Your data scientist builds the model, trains it, tests it, takes it on playdates with other little models, and decides it’s ready to unleash on the big, bad world. You start using it immediately but the results aren’t what you’re expecting. You talk to the data scientist and they say, “Everything still looks fine, check with the ML Engineer.” You check with your ML Engineer and they assure you that everything is fine. A bit later, you tell your data scientist that it isn’t working right so you’re pulling the plug on this model but maybe the next one will be better. Your data scientist goes back to the lab and builds the next model.
The cycle repeats. After the fourth time or so, the data scientist is frustrated because all the models they’ve built aren’t staying in production. Your ML Engineer has lost all semblance of sanity. Your executives throw their arms in the air, exasperated at the entire situation.

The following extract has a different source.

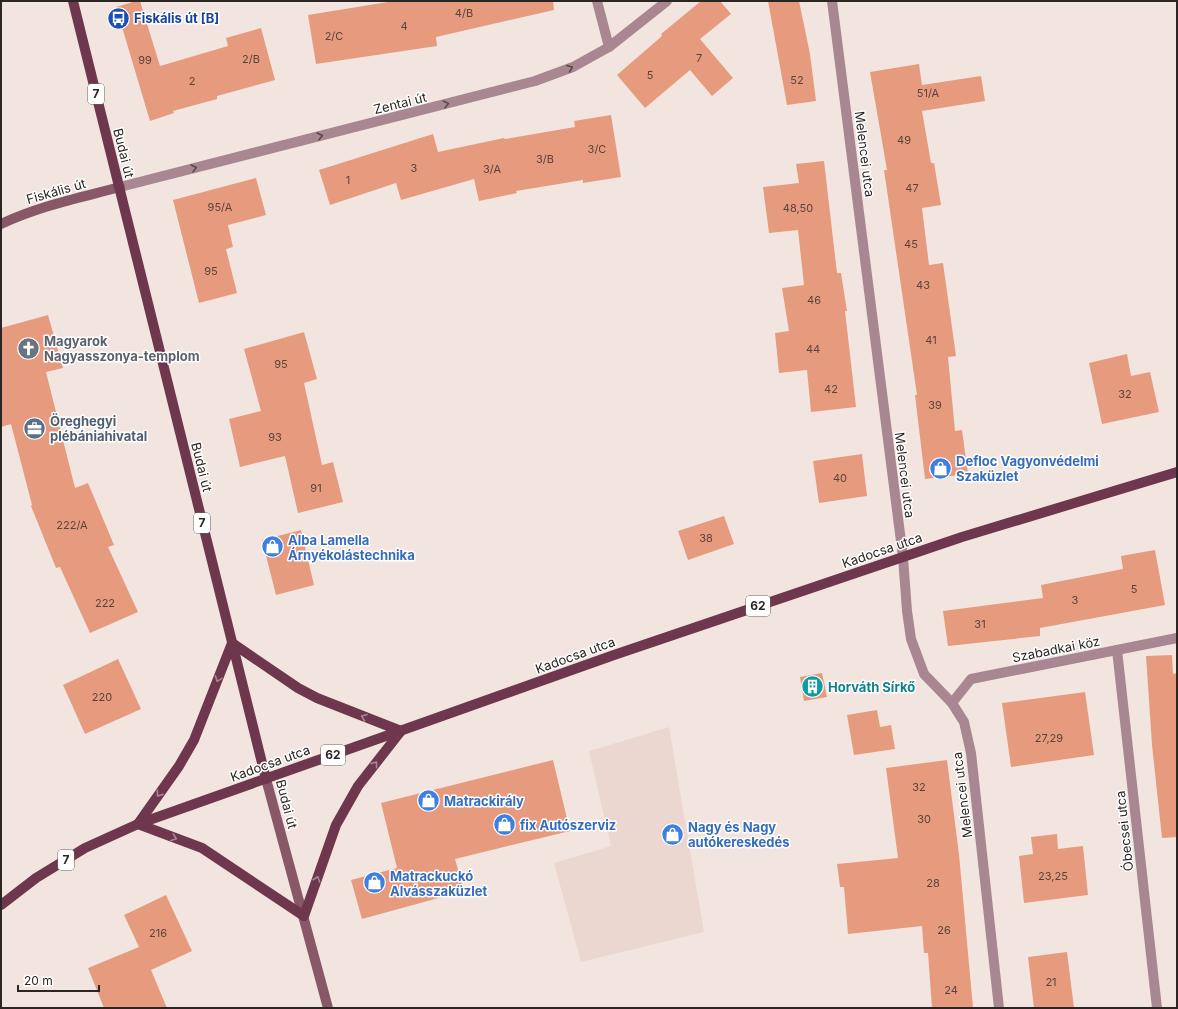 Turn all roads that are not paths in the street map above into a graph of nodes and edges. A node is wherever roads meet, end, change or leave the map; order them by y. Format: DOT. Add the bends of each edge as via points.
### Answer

Have you lived through this? It’s pretty rough for all parties involved. It’s even worse if you can’t properly articulate what went wrong. We’ve heard every flavor of this story from prospects, customers, and practitioners alike. That’s what we’re going to discuss today. This article will go over the common problems when building an MLOps solution (homegrown or open-source) for your data departments and how to solve them.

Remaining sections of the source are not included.